To do this, you need to direct your attention to understanding how your attention drifts. So you need to examine the reasons why your attention drifts away and you need to eliminate the environmental factors that contibute to it. That much is already obvious, but what I want to say is that it's important to do this while having the right mindset. If you do this just because it's written here you'll be getting the suggestions of the commenters of this thread, but that's not enough because the key lies in auto-suggestion. It would be good if you could attend to understanding how your attention can drift to be able to evaluate the situation. If you "direct your attention to knowing how your attention drifts" you start to understand how your unconcious mind really drifts and once you become conciously aware of it you can manipulate it and work with it to produced the desired outcome. This means you start to know how your environment (e.g news, your behavioural habits, family ...) could affect your unconcious mind and you figure out what environmental stimuli to avoid and which ones to expose yourself to. Thus, you knowingly start to control your exposure to stimuli according to your needs. All this can help your attention by reducing the distractions and the environmental noise that you get exposed to. There would be less stuff to direct your attention away from, which makes it easier to control the flow of your attention...

Furthermore, as others have pointed out you need to cultivate interest in the thing you're trying to concentrate on. This might not be easy but it's the key. INTPs are very good with thinking of possibilities so perhaps you could use that to come up creative ways to cultivate their interest in the thing you want to concentrate on.

"Wanting to concentrate" for the sake of concentration is problematic because you will direct your attention towards "concentrating" not towards the "topic being studied" and that's not good.

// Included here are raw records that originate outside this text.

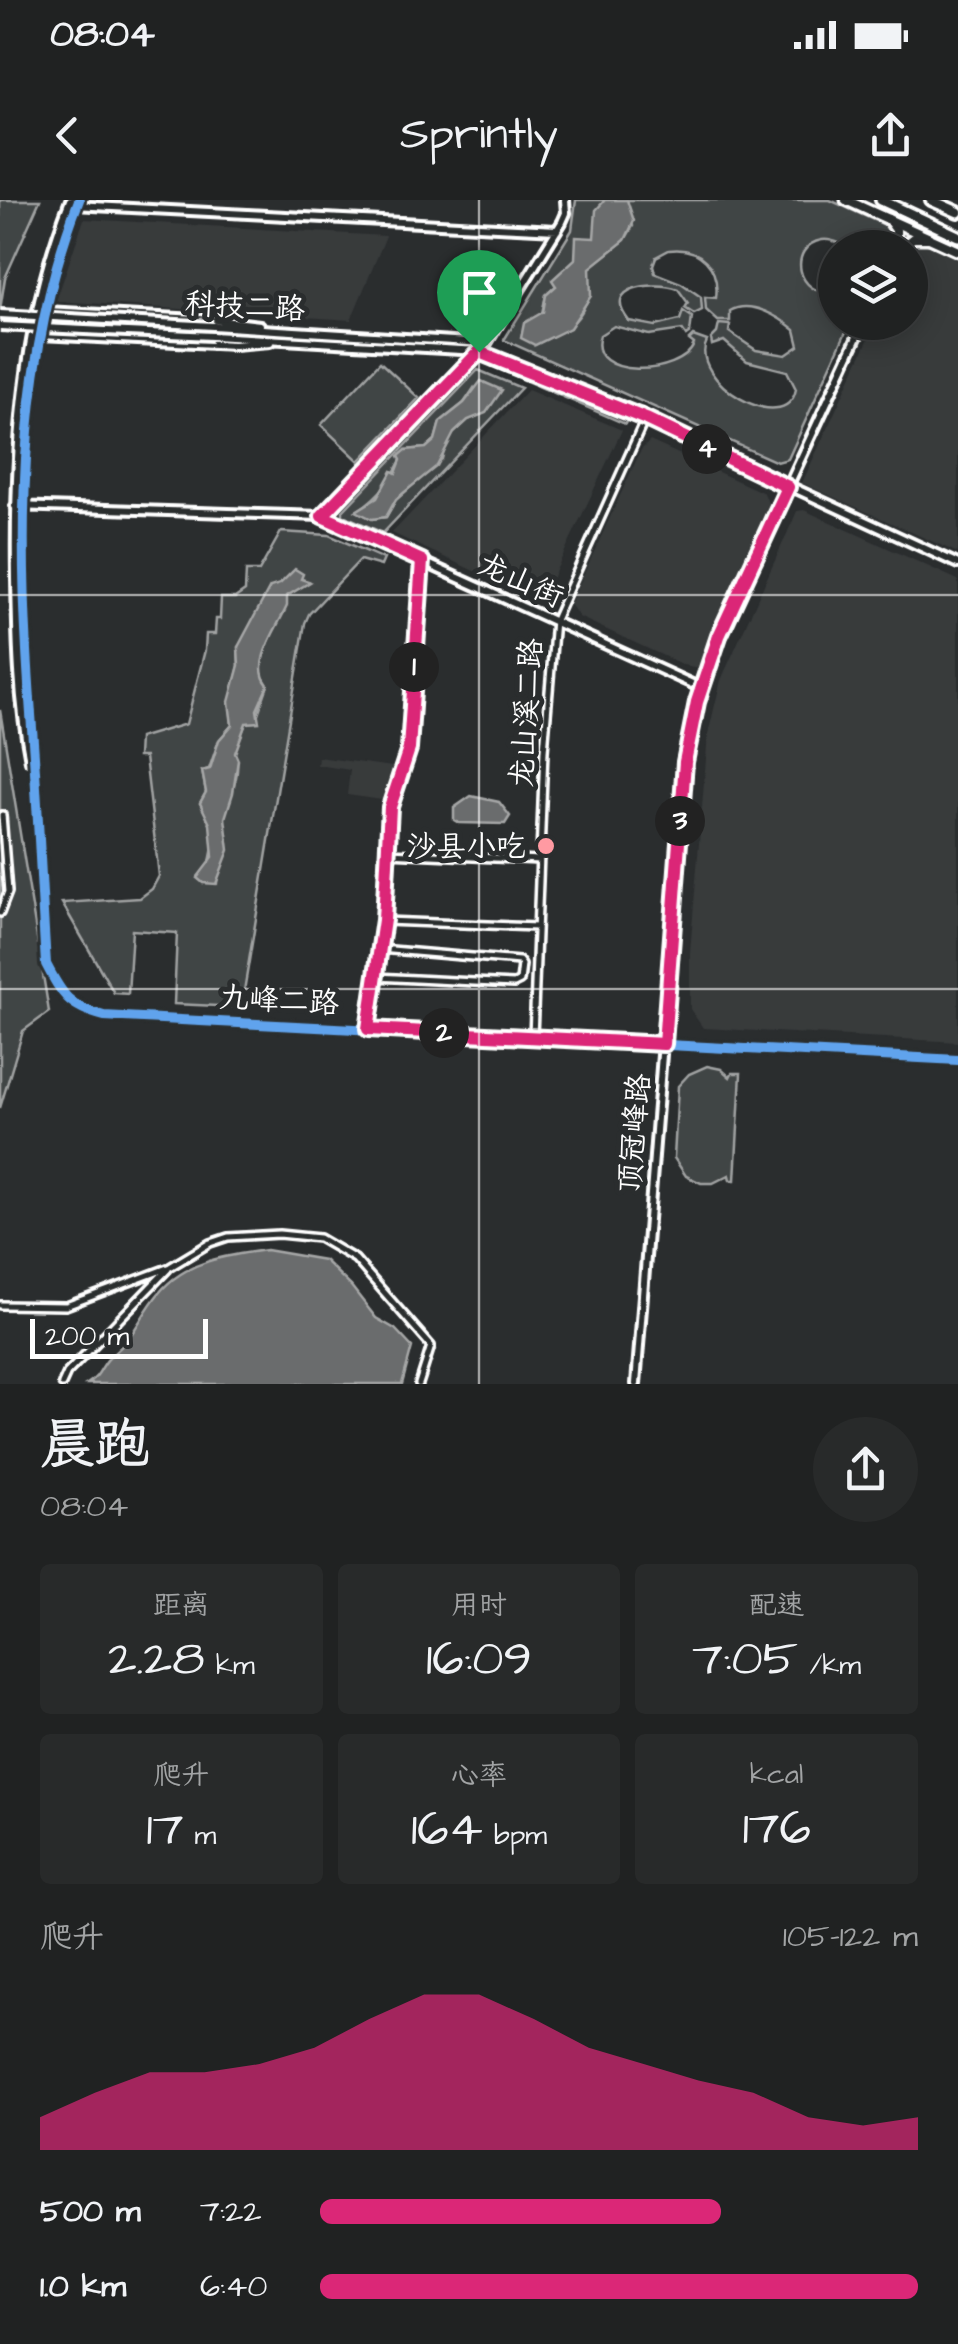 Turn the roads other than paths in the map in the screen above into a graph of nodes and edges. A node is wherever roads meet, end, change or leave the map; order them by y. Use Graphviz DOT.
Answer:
graph roads {
  1 [pos="565,200"];
  2 [pos="846,200"];
  3 [pos="880,200"];
  4 [pos="931,200"];
  5 [pos="73,203"];
  6 [pos="955,209"];
  7 [pos="884,216"];
  8 [pos="557,230"];
  9 [pos="896,230"];
  10 [pos="958,236"];
  11 [pos="928,238"];
  12 [pos="932,238"];
  13 [pos="958,250"];
  14 [pos="45,311"];
  15 [pos="0,314"];
  16 [pos="0,326"];
  17 [pos="280,330"];
  18 [pos="42,334"];
  19 [pos="280,340"];
  20 [pos="856,340"];
  21 [pos="487,343"];
  22 [pos="479,352"];
  23 [pos="644,416"];
  24 [pos="788,487"];
  25 [pos="20,506"];
  26 [pos="322,516"];
  27 [pos="422,561"];
  28 [pos="958,564"];
  29 [pos="555,620"];
  30 [pos="701,688"];
  31 [pos="2,815"];
  32 [pos="388,853"];
  33 [pos="540,860"];
  34 [pos="0,912"];
  35 [pos="384,920"];
  36 [pos="537,927"];
  37 [pos="380,948"];
  38 [pos="376,976"];
  39 [pos="368,1029"];
  40 [pos="533,1037"];
  41 [pos="664,1044"];
  42 [pos="958,1060"];
  43 [pos="170,1266"];
  44 [pos="0,1305"];
  45 [pos="62,1384"];
  46 [pos="419,1384"];
  47 [pos="636,1384"];
  1 -- 8 [label="street"];
  2 -- 7 [label="main road"];
  3 -- 10 [label="highway"];
  4 -- 6 [label="highway"];
  5 -- 8 [label="street"];
  5 -- 14 [label="street"];
  5 -- 25 [label="street"];
  7 -- 9 [label="main road"];
  7 -- 12 [label="main road"];
  8 -- 21 [label="street"];
  11 -- 12 [label="main road"];
  12 -- 13 [label="main road"];
  14 -- 17 [label="street"];
  14 -- 18 [label="street"];
  15 -- 17 [label="street, 科技二路, bridge"];
  16 -- 19 [label="street, 科技二路, bridge"];
  17 -- 21 [label="street, 科技二路"];
  18 -- 19 [label="street"];
  18 -- 25 [label="street"];
  19 -- 22 [label="street, 科技二路"];
  20 -- 24 [label="street, 顶冠峰路"];
  21 -- 22 [label="street"];
  22 -- 23 [label="street, 科技二路"];
  22 -- 26 [label="street"];
  23 -- 24 [label="street, 科技二路"];
  23 -- 29 [label="street, 龙山溪二路"];
  24 -- 28 [label="street, 科技二路"];
  24 -- 30 [label="street, 顶冠峰路"];
  25 -- 26 [label="street"];
  25 -- 39 [label="street, 九峰二路"];
  26 -- 27 [label="street, 龙山街"];
  27 -- 29 [label="street, 龙山街"];
  27 -- 32 [label="street"];
  29 -- 30 [label="street, 龙山街"];
  29 -- 33 [label="street, 龙山溪二路"];
  30 -- 41 [label="street, 顶冠峰路"];
  31 -- 34 [label="street"];
  32 -- 33 [label="street"];
  32 -- 35 [label="street"];
  33 -- 36 [label="street, 龙山溪二路"];
  35 -- 36 [label="street"];
  35 -- 37 [label="street"];
  36 -- 40 [label="street, 龙山溪二路"];
  37 -- 38 [label="street"];
  37 -- 38 [label="street"];
  38 -- 39 [label="street"];
  39 -- 40 [label="street, 九峰二路"];
  40 -- 41 [label="street, 九峰二路"];
  41 -- 42 [label="street, 九峰二路"];
  41 -- 47 [label="street, 顶冠峰路"];
  43 -- 44 [label="street"];
  43 -- 45 [label="street"];
  43 -- 46 [label="street"];
} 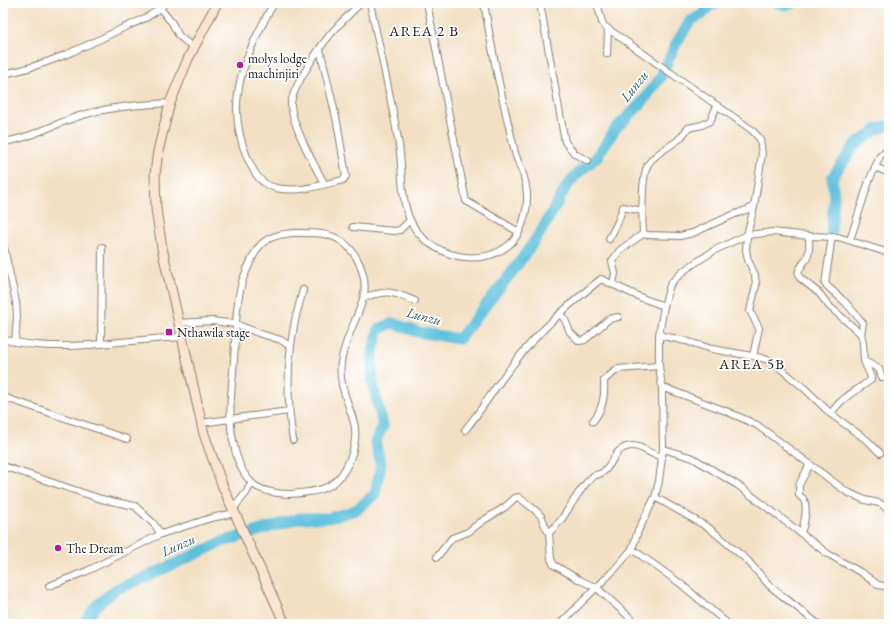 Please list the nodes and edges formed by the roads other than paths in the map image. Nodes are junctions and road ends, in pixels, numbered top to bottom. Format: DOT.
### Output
graph roads {
  1 [pos="166,3"];
  2 [pos="217,3"];
  3 [pos="274,3"];
  4 [pos="361,3"];
  5 [pos="370,3"];
  6 [pos="427,3"];
  7 [pos="484,3"];
  8 [pos="540,3"];
  9 [pos="597,3"];
  10 [pos="160,8"];
  11 [pos="608,29"];
  12 [pos="194,48"];
  13 [pos="320,49"];
  14 [pos="607,54"];
  15 [pos="3,74"];
  16 [pos="170,103"];
  17 [pos="717,106"];
  18 [pos="3,142"];
  19 [pos="889,149"];
  20 [pos="588,161"];
  21 [pos="876,167"];
  22 [pos="889,173"];
  23 [pos="324,184"];
  24 [pos="754,207"];
  25 [pos="642,211"];
  26 [pos="410,220"];
  27 [pos="353,227"];
  28 [pos="519,232"];
  29 [pos="643,234"];
  30 [pos="747,235"];
  31 [pos="809,236"];
  32 [pos="832,236"];
  33 [pos="609,239"];
  34 [pos="850,240"];
  35 [pos="102,247"];
  36 [pos="4,248"];
  37 [pos="889,253"];
  38 [pos="613,284"];
  39 [pos="303,290"];
  40 [pos="364,297"];
  41 [pos="415,301"];
  42 [pos="664,306"];
  43 [pos="560,314"];
  44 [pos="618,318"];
  45 [pos="178,323"];
  46 [pos="236,324"];
  47 [pos="861,334"];
  48 [pos="659,335"];
  49 [pos="181,336"];
  50 [pos="3,339"];
  51 [pos="16,342"];
  52 [pos="101,344"];
  53 [pos="291,347"];
  54 [pos="753,356"];
  55 [pos="864,361"];
  56 [pos="659,366"];
  57 [pos="882,377"];
  58 [pos="662,388"];
  59 [pos="3,397"];
  60 [pos="289,411"];
  61 [pos="831,414"];
  62 [pos="231,419"];
  63 [pos="593,421"];
  64 [pos="201,423"];
  65 [pos="465,430"];
  66 [pos="126,439"];
  67 [pos="293,440"];
  68 [pos="663,449"];
  69 [pos="880,453"];
  70 [pos="662,456"];
  71 [pos="810,464"];
  72 [pos="3,466"];
  73 [pos="251,484"];
  74 [pos="655,497"];
  75 [pos="234,511"];
  76 [pos="889,512"];
  77 [pos="550,533"];
  78 [pos="801,533"];
  79 [pos="161,534"];
  80 [pos="632,549"];
  81 [pos="437,557"];
  82 [pos="50,586"];
  83 [pos="884,586"];
  84 [pos="597,588"];
  85 [pos="285,624"];
  86 [pos="560,624"];
  87 [pos="638,624"];
  88 [pos="728,624"];
  89 [pos="818,624"];
  1 -- 10 [label="street"];
  2 -- 12 [label="main road"];
  3 -- 23 [label="street"];
  4 -- 13 [label="street"];
  5 -- 26 [label="street"];
  6 -- 28 [label="street"];
  7 -- 28 [label="street"];
  8 -- 20 [label="street"];
  9 -- 11 [label="street"];
  10 -- 12 [label="street"];
  10 -- 15 [label="street"];
  11 -- 14 [label="street"];
  11 -- 17 [label="street"];
  12 -- 16 [label="main road"];
  13 -- 23 [label="street"];
  13 -- 23 [label="street"];
  16 -- 18 [label="street"];
  16 -- 45 [label="main road"];
  17 -- 24 [label="street"];
  17 -- 25 [label="street"];
  19 -- 21 [label="street"];
  21 -- 22 [label="street"];
  21 -- 34 [label="street"];
  24 -- 29 [label="street"];
  24 -- 30 [label="street"];
  25 -- 29 [label="street"];
  25 -- 33 [label="street"];
  26 -- 27 [label="street"];
  26 -- 28 [label="street"];
  29 -- 38 [label="street"];
  30 -- 31 [label="street"];
  30 -- 42 [label="street"];
  30 -- 54 [label="street"];
  31 -- 32 [label="street"];
  31 -- 47 [label="street"];
  32 -- 34 [label="street"];
  32 -- 47 [label="street"];
  34 -- 37 [label="street"];
  35 -- 52 [label="street"];
  36 -- 51 [label="street"];
  38 -- 42 [label="street"];
  38 -- 43 [label="street"];
  39 -- 53 [label="street"];
  40 -- 41 [label="street"];
  40 -- 46 [label="street"];
  40 -- 73 [label="street"];
  42 -- 48 [label="street"];
  43 -- 44 [label="street"];
  43 -- 65 [label="street"];
  45 -- 46 [label="street"];
  45 -- 49 [label="main road"];
  46 -- 53 [label="street"];
  46 -- 62 [label="street"];
  47 -- 55 [label="street"];
  48 -- 54 [label="street"];
  48 -- 56 [label="street"];
  49 -- 52 [label="street"];
  49 -- 64 [label="main road"];
  50 -- 51 [label="street"];
  51 -- 52 [label="street"];
  53 -- 60 [label="street"];
  54 -- 61 [label="street"];
  55 -- 57 [label="street"];
  55 -- 61 [label="street"];
  56 -- 58 [label="street"];
  56 -- 63 [label="street"];
  58 -- 68 [label="street"];
  58 -- 71 [label="street"];
  59 -- 66 [label="street"];
  60 -- 62 [label="street"];
  60 -- 67 [label="street"];
  61 -- 69 [label="street"];
  62 -- 64 [label="street"];
  62 -- 73 [label="street"];
  64 -- 75 [label="main road"];
  68 -- 70 [label="street"];
  68 -- 78 [label="street"];
  70 -- 74 [label="street"];
  70 -- 77 [label="street"];
  71 -- 76 [label="street"];
  71 -- 78 [label="street"];
  72 -- 79 [label="street"];
  73 -- 75 [label="street"];
  74 -- 80 [label="street"];
  74 -- 89 [label="street"];
  75 -- 79 [label="street"];
  75 -- 85 [label="main road"];
  77 -- 81 [label="street"];
  77 -- 84 [label="street"];
  78 -- 83 [label="street"];
  79 -- 82 [label="street"];
  80 -- 84 [label="street"];
  80 -- 88 [label="street"];
  84 -- 86 [label="street"];
  84 -- 87 [label="street"];
} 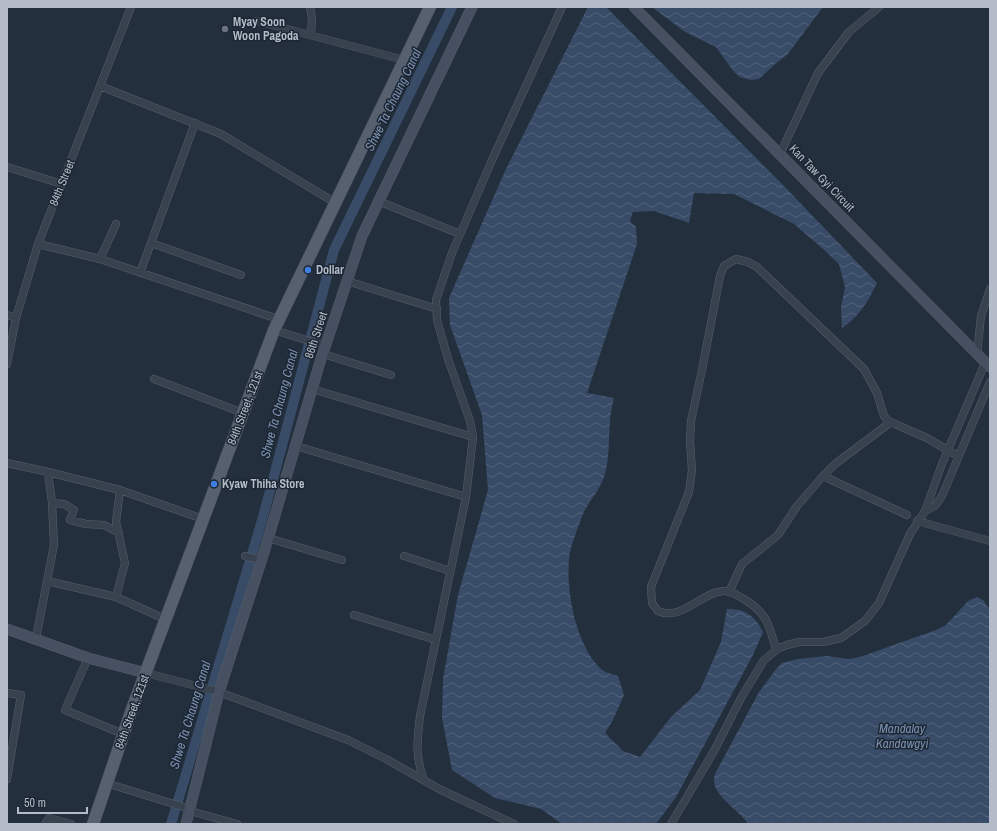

We're more likely to remember the things we're interested in. When we read a book or article, we tend to only remember the parts of the article that has personal relevance to us or the parts that we found particularly interesting. The more interesting something is to us, the more we direct our attention to it and the more of it we retain. Attending to the subject due to interest, is much better than attending to "concentrating on the subject", as other have already pointed out.